Under considerable pressure from a congressional investigation as well as an extensive inquiry into the killing of 17 Iraqi citizens, Blackwater reconstituted itself as Xe Services. Blackwater represented the privatization of foreign policy, with responsibilities that included protecting assets and providing security for State Department employees. A rose by another name, Xe Services recently won a $100 million contract from the Central Intelligence Agency.
Is this patronage? Sure. But it also represents a new trend in American politics: the privatization of foreign policy.
But patronage abuses are bipartisan. Jim Johnson, long a Democratic operative, ended up with $100 million in salary and benefits during his seven years as CEO of Fannie Mae. Under his leadership, Fannie Mae became a lobbying juggernaut that successfully warded off all efforts at regulation.
Even more alarming is the increasing politicization of judicial campaigns. (The United States is the only industrialized country to have judicial elections, which it does in about half of its 50 states.) A report by the state of West Virginia found the Massey Energy Company “profoundly reckless” in its handling of the explosion at the Upper Big Branch Mine that killed 29 workers. Massey found it more profitable to litigate than to comply with mine safety regulations.
Alas, the judge involved in an earlier appeal was the beneficiary of a $3 million campaign contribution from an official of the Massey organization! Fortunately, the U.S. Supreme Court decided that the judge who had accepted the campaign contribution should have recused himself from a case involving Massey, but the practice still persists. Judges are selected by political parties, many receive campaign contributions, and to no one’s surprise, often make decidedly political decisions.
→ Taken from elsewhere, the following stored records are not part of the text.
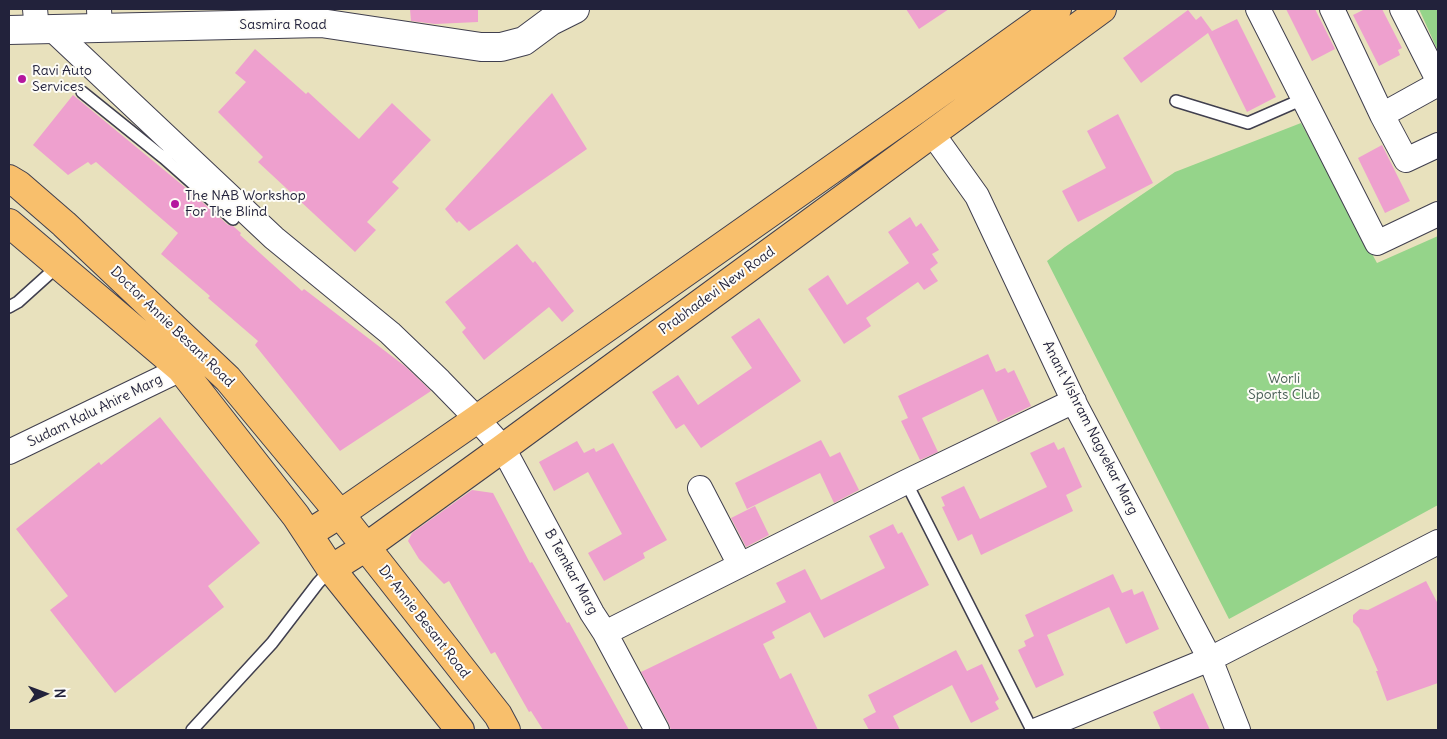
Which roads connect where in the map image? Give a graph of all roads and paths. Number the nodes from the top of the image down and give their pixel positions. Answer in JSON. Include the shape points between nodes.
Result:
{"nodes":[{"id":1,"x":574,"y":9,"type":"edge"},
{"id":2,"x":1057,"y":9,"type":"edge"},
{"id":3,"x":1102,"y":9,"type":"edge"},
{"id":4,"x":1258,"y":9,"type":"edge"},
{"id":5,"x":1332,"y":9,"type":"edge"},
{"id":6,"x":1402,"y":9,"type":"edge"},
{"id":7,"x":550,"y":15,"type":"edge"},
{"id":8,"x":321,"y":16,"type":"edge"},
{"id":9,"x":99,"y":18,"type":"edge"},
{"id":10,"x":41,"y":23,"type":"edge"},
{"id":11,"x":9,"y":30,"type":"edge"},
{"id":12,"x":1438,"y":80,"type":"edge"},
{"id":13,"x":1438,"y":84,"type":"edge"},
{"id":14,"x":82,"y":92,"type":"dead end"},
{"id":15,"x":1303,"y":99,"type":"junction"},
{"id":16,"x":1176,"y":101,"type":"dead end"},
{"id":17,"x":1382,"y":115,"type":"junction"},
{"id":18,"x":932,"y":133,"type":"junction"},
{"id":19,"x":1438,"y":145,"type":"edge"},
{"id":20,"x":170,"y":152,"type":"junction"},
{"id":21,"x":9,"y":179,"type":"edge"},
{"id":22,"x":1438,"y":214,"type":"edge"},
{"id":23,"x":233,"y":219,"type":"dead end"},
{"id":24,"x":9,"y":223,"type":"edge"},
{"id":25,"x":59,"y":264,"type":"junction"},
{"id":26,"x":9,"y":307,"type":"edge"},
{"id":27,"x":181,"y":369,"type":"junction"},
{"id":28,"x":1074,"y":401,"type":"junction"},
{"id":29,"x":477,"y":419,"type":"junction"},
{"id":30,"x":503,"y":448,"type":"junction"},
{"id":31,"x":9,"y":452,"type":"edge"},
{"id":32,"x":906,"y":482,"type":"junction"},
{"id":33,"x":700,"y":488,"type":"dead end"},
{"id":34,"x":340,"y":514,"type":"junction"},
{"id":35,"x":308,"y":534,"type":"junction"},
{"id":36,"x":1438,"y":542,"type":"edge"},
{"id":37,"x":366,"y":547,"type":"junction"},
{"id":38,"x":740,"y":565,"type":"junction"},
{"id":39,"x":331,"y":570,"type":"junction"},
{"id":40,"x":606,"y":633,"type":"junction"},
{"id":41,"x":1210,"y":658,"type":"junction"},
{"id":42,"x":192,"y":730,"type":"edge"},
{"id":43,"x":460,"y":730,"type":"edge"},
{"id":44,"x":506,"y":730,"type":"edge"},
{"id":45,"x":657,"y":730,"type":"edge"},
{"id":46,"x":1032,"y":730,"type":"edge"},
{"id":47,"x":1037,"y":730,"type":"edge"},
{"id":48,"x":1238,"y":730,"type":"edge"}],
"edges":[{"from":1,"to":7,"type":"street","name":"Sasmira Road"},
{"from":2,"to":29,"type":"main road"},
{"from":3,"to":18,"type":"main road","name":"Prabhadevi New Road"},
{"from":4,"to":15,"type":"street"},
{"from":5,"to":17,"type":"street"},
{"from":6,"to":12,"type":"street"},
{"from":7,"to":8,"type":"street","name":"Sasmira Road","via":[[524,41],[502,47],[481,47]]},
{"from":8,"to":9,"type":"street","name":"Sasmira Road"},
{"from":9,"to":10,"type":"street","name":"Sasmira Road"},
{"from":10,"to":11,"type":"street","name":"Sasmira Road"},
{"from":10,"to":20,"type":"street","name":"B Temkar Marg"},
{"from":13,"to":17,"type":"street"},
{"from":14,"to":20,"type":"lane"},
{"from":15,"to":16,"type":"lane","via":[[1248,123]]},
{"from":15,"to":22,"type":"street","via":[[1377,243]]},
{"from":17,"to":19,"type":"street","via":[[1406,160]]},
{"from":18,"to":28,"type":"street","name":"Anant Vishram Nagvekar Marg","via":[[977,196]]},
{"from":18,"to":30,"type":"main road","name":"Prabhadevi New Road"},
{"from":20,"to":23,"type":"lane"},
{"from":20,"to":29,"type":"street","name":"B Temkar Marg","via":[[390,333]]},
{"from":21,"to":34,"type":"main road","name":"Doctor Annie Besant Road","via":[[64,224],[228,379]]},
{"from":24,"to":25,"type":"main road","name":"Doctor Annie Besant Road"},
{"from":25,"to":26,"type":"lane"},
{"from":25,"to":27,"type":"main road","name":"Doctor Annie Besant Road"},
{"from":27,"to":31,"type":"street","name":"Sudam Kalu Ahire Marg"},
{"from":27,"to":35,"type":"main road","name":"Doctor Annie Besant Road"},
{"from":28,"to":32,"type":"street"},
{"from":28,"to":41,"type":"street","name":"Anant Vishram Nagvekar Marg"},
{"from":29,"to":30,"type":"street","name":"B Temkar Marg"},
{"from":29,"to":34,"type":"main road"},
{"from":30,"to":37,"type":"main road","name":"Prabhadevi New Road"},
{"from":30,"to":40,"type":"street","name":"B Temkar Marg"},
{"from":32,"to":38,"type":"street"},
{"from":32,"to":46,"type":"lane"},
{"from":33,"to":38,"type":"street"},
{"from":34,"to":35,"type":"main road"},
{"from":34,"to":37,"type":"main road","name":"Dr Annie Besant Road"},
{"from":35,"to":39,"type":"main road"},
{"from":36,"to":41,"type":"street"},
{"from":37,"to":39,"type":"main road","name":"Prabhadevi New Road"},
{"from":37,"to":44,"type":"main road","name":"Dr Annie Besant Road","via":[[498,715]]},
{"from":38,"to":40,"type":"street"},
{"from":39,"to":42,"type":"lane","via":[[272,643]]},
{"from":39,"to":43,"type":"main road"},
{"from":40,"to":45,"type":"street","name":"B Temkar Marg"},
{"from":41,"to":47,"type":"street"},
{"from":41,"to":48,"type":"street","name":"Anant Vishram Nagvekar Marg"}]}
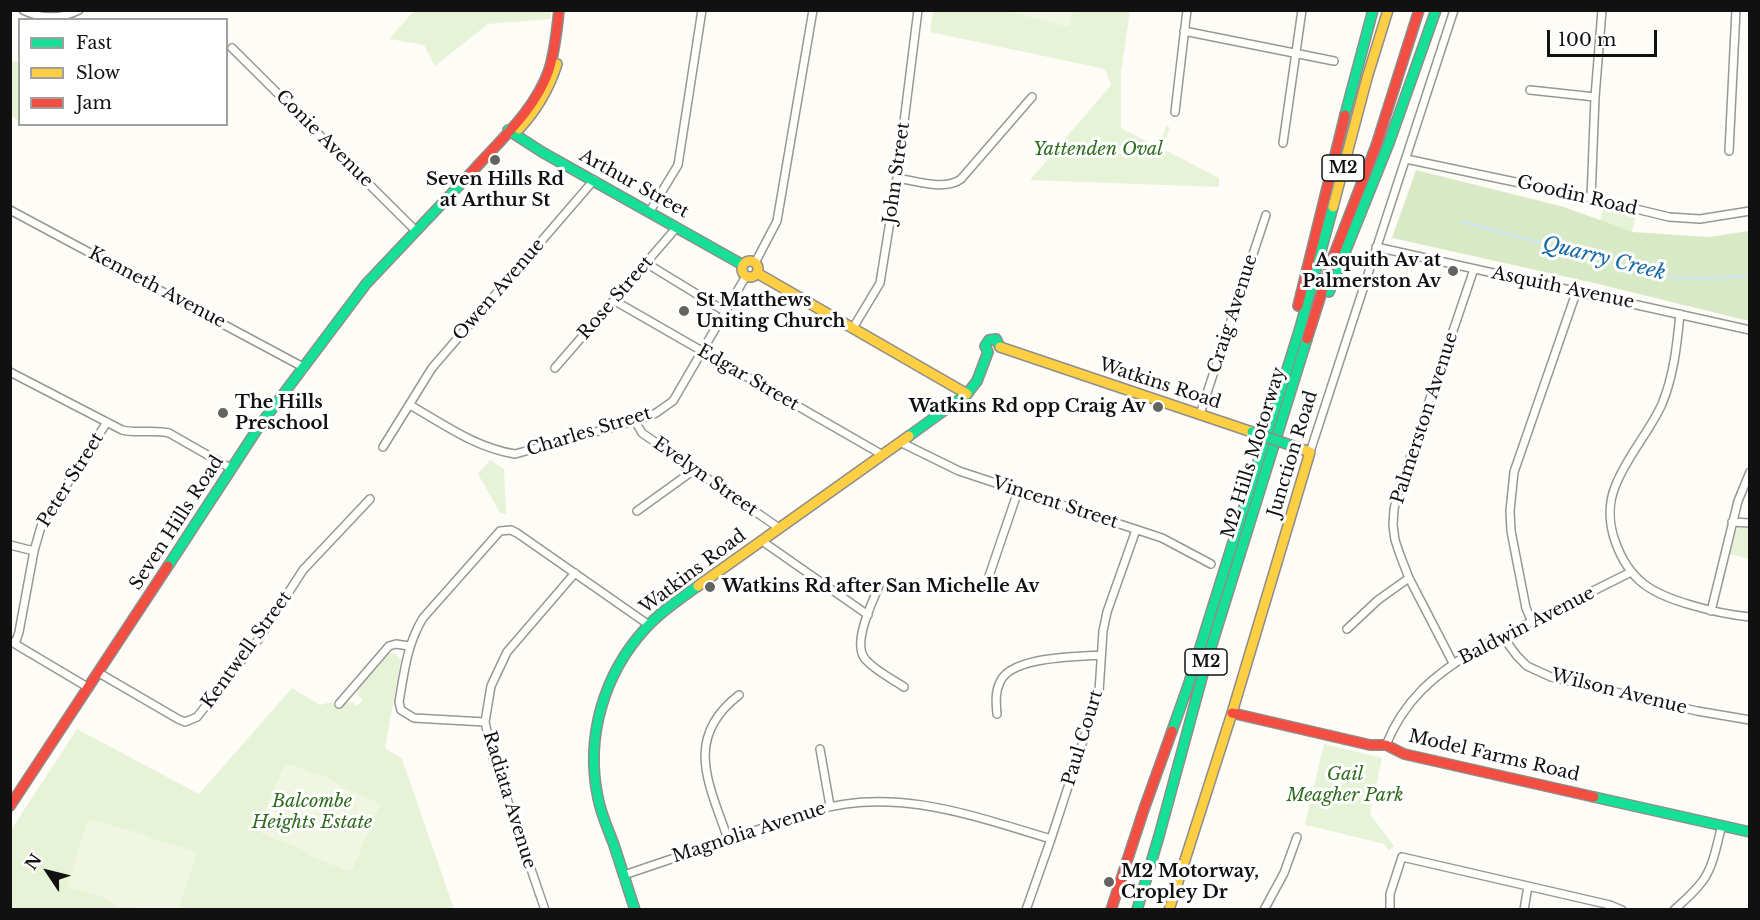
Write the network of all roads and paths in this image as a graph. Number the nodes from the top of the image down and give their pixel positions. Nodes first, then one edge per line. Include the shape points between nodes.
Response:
1 (23, 10) edge
2 (80, 10) edge
3 (559, 10) edge
4 (566, 10) edge
5 (702, 10) edge
6 (813, 10) edge
7 (918, 10) edge
8 (1187, 10) edge
9 (1302, 10) edge
10 (1372, 10) edge
11 (1388, 10) edge
12 (1419, 10) edge
13 (1436, 10) edge
14 (1454, 10) edge
15 (1602, 10) edge
16 (1736, 10) edge
17 (1184, 31) junction
18 (232, 48) dead end
19 (1295, 53) junction
20 (1334, 61) dead end
21 (1530, 90) dead end
22 (1032, 97) dead end
23 (1595, 97) junction
24 (1174, 112) dead end
25 (511, 132) junction
26 (1283, 143) dead end
27 (1729, 152) dead end
28 (1406, 159) junction
29 (897, 178) junction
30 (594, 180) junction
31 (1591, 198) junction
32 (10, 210) edge
33 (650, 211) junction
34 (1749, 211) edge
35 (1266, 215) dead end
36 (676, 227) junction
37 (416, 231) junction
38 (1376, 247) junction
39 (755, 262) junction
40 (646, 263) junction
41 (743, 265) junction
42 (1474, 269) junction
43 (757, 273) junction
44 (746, 276) junction
45 (1577, 290) junction
46 (615, 301) junction
47 (726, 312) junction
48 (1680, 314) junction
49 (853, 328) junction
50 (1749, 330) edge
51 (702, 352) junction
52 (303, 367) junction
53 (555, 368) dead end
54 (10, 372) edge
55 (1280, 389) junction
56 (967, 394) junction
57 (410, 405) junction
58 (1200, 414) junction
59 (1283, 417) junction
60 (635, 421) junction
61 (107, 422) junction
62 (900, 442) junction
63 (383, 447) dead end
64 (1310, 452) junction
65 (881, 454) junction
66 (232, 469) junction
67 (694, 470) junction
68 (1749, 472) edge
69 (1018, 491) junction
70 (370, 499) dead end
71 (637, 511) dead end
72 (1732, 522) junction
73 (1749, 523) edge
74 (779, 528) junction
75 (1136, 530) junction
76 (762, 541) junction
77 (10, 545) edge
78 (34, 551) junction
79 (1211, 564) dead end
80 (1631, 572) junction
81 (574, 573) junction
82 (989, 576) dead end
83 (1409, 579) junction
84 (879, 586) dead end
85 (1711, 611) junction
86 (868, 615) junction
87 (1749, 618) edge
88 (1532, 622) junction
89 (649, 625) junction
90 (1347, 629) dead end
91 (1503, 637) junction
92 (13, 642) edge
93 (409, 646) junction
94 (1101, 656) junction
95 (1453, 663) junction
96 (99, 673) junction
97 (904, 687) dead end
98 (89, 688) junction
99 (739, 695) dead end
100 (339, 704) dead end
101 (1232, 713) junction
102 (997, 714) dead end
103 (1749, 720) edge
104 (485, 722) junction
105 (1386, 744) junction
106 (820, 749) dead end
107 (10, 806) edge
108 (830, 806) junction
109 (1722, 825) junction
110 (1749, 832) edge
111 (1297, 837) dead end
112 (728, 839) junction
113 (1051, 839) junction
114 (624, 875) junction
115 (1528, 886) junction
116 (545, 909) edge
117 (635, 909) edge
118 (1026, 909) edge
119 (1112, 909) edge
120 (1137, 909) edge
121 (1169, 909) edge
122 (1264, 909) edge
123 (1390, 909) edge
124 (1524, 909) edge
125 (1622, 909) edge
126 (1674, 909) edge

1 - 2 street via 46,17
3 - 25 main road, Seven Hills Road via 548,72
4 - 25 main road, Seven Hills Road via 554,77 536,110
5 - 33 street via 678,165
6 - 39 street via 777,221
7 - 29 street, John Street
8 - 17 street
9 - 19 street
10 - 55 main road
11 - 55 main road, M2 Hills Motorway / M2
12 - 59 main road, M2 Hills Motorway / M2 via 1376,146 1332,260
13 - 59 main road
14 - 28 street, Junction Road
15 - 23 street
16 - 27 street
17 - 19 street
17 - 24 street
18 - 37 street, Conie Avenue
19 - 20 street
19 - 26 street
21 - 23 street
22 - 29 street via 955,184
23 - 31 street
25 - 30 main road, Arthur Street
25 - 37 main road, Seven Hills Road
28 - 31 street, Goodin Road
28 - 38 street, Junction Road
29 - 49 street, John Street via 880,283
30 - 33 main road, Arthur Street
30 - 57 street, Owen Avenue via 432,368
31 - 34 street, Goodin Road via 1669,218 1700,219
32 - 52 street, Kenneth Avenue
33 - 36 main road, Arthur Street
35 - 58 street, Craig Avenue
36 - 40 street, Rose Street
36 - 41 main road, Arthur Street
37 - 52 main road, Seven Hills Road via 366,284
38 - 42 street, Asquith Avenue
38 - 64 street, Junction Road
39 - 41 main road
39 - 43 main road
40 - 46 street, Rose Street
40 - 47 street
41 - 44 main road
42 - 45 street, Asquith Avenue
42 - 83 street, Palmerston Avenue via 1394,509 1395,540
43 - 44 main road
43 - 49 main road
44 - 47 street, Charles Street
45 - 48 street, Asquith Avenue
45 - 88 street via 1514,472 1511,531
46 - 51 street, Edgar Street
46 - 53 street, Rose Street
47 - 51 street, Charles Street
48 - 50 street, Asquith Avenue
48 - 80 street via 1671,375 1662,404 1624,465 1614,489 1610,513 1613,534
49 - 56 main road
51 - 60 street, Charles Street via 673,401
51 - 65 street, Edgar Street
52 - 66 main road, Seven Hills Road
54 - 61 street
55 - 119 main road, M2 Hills Motorway / M2 via 1188,686
56 - 58 main road, Watkins Road via 977,381 988,352 985,346 996,339 1000,347
56 - 62 main road, Watkins Road
57 - 60 street, Charles Street via 471,441 515,454
57 - 63 street, Owen Avenue
58 - 64 main road, Watkins Road, bridge
59 - 120 main road, M2 Hills Motorway / M2 via 1204,670
60 - 67 street, Evelyn Street via 642,433
61 - 66 street via 126,431 169,433
61 - 78 street, Peter Street via 44,519
62 - 65 main road, Watkins Road
62 - 69 street, Vincent Street via 959,471
64 - 101 main road, Junction Road
65 - 74 main road, Watkins Road
66 - 96 main road, Seven Hills Road
67 - 71 street
67 - 74 street, Evelyn Street
68 - 72 street
69 - 75 street, Vincent Street
69 - 82 street
70 - 96 street, Kentwell Street via 303,570 258,640 197,717 185,722 178,719
72 - 73 street
72 - 85 street
74 - 76 main road, Watkins Road
75 - 79 street, Vincent Street via 1162,538
75 - 94 street, Paul Court via 1107,612
76 - 86 street
76 - 89 main road, Watkins Road
77 - 78 street
78 - 92 street, Peter Street via 19,632
80 - 85 street via 1647,588 1666,598
80 - 88 street, Baldwin Avenue
81 - 89 street
81 - 93 street via 517,533 500,531 423,618
81 - 104 street, Radiata Avenue via 507,652 491,686
83 - 90 street via 1378,600
83 - 95 street, Palmerston Avenue
84 - 86 street
85 - 87 street
86 - 97 street via 860,643 862,656
88 - 91 street, Baldwin Avenue
89 - 114 main road, Watkins Road via 628,648 612,677 595,736 593,759 598,798
91 - 95 street, Baldwin Avenue
91 - 103 street, Wilson Avenue via 1527,666 1551,677
92 - 98 street
93 - 100 street via 389,646
93 - 104 street via 401,710 414,718
94 - 102 street via 1041,659 1010,671 1000,681
94 - 113 street, Paul Court via 1100,692
95 - 105 street, Baldwin Avenue via 1409,704
96 - 98 main road, Seven Hills Road
98 - 107 main road, Seven Hills Road
99 - 112 street via 715,720 704,756
101 - 105 main road, Model Farms Road via 1370,745
101 - 121 main road, Junction Road
104 - 116 street, Radiata Avenue via 493,758
105 - 109 main road, Model Farms Road via 1404,754
106 - 108 street
108 - 112 street, Magnolia Avenue
108 - 113 street, Magnolia Avenue via 900,802 927,805
109 - 110 main road, Model Farms Road
109 - 126 street via 1706,877
111 - 122 street via 1284,873
112 - 114 street, Magnolia Avenue
113 - 118 street, Paul Court
114 - 117 main road, Watkins Road
115 - 123 street via 1402,857 1390,894
115 - 124 street
115 - 125 street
Patronage still prevails as part of the American system of politics: in contracts, judicial selection, and it still plays a large part in the quality of our public officials.
When it is exaggerated – as it was in the cases of Blackwater, Massey Energy, and Jack and Jim Johnson – it is up to the media, and to other investigating arms of government to rein it in. Does that always happen? Probably not. But recent cases, public attention, and higher standards offer more hope.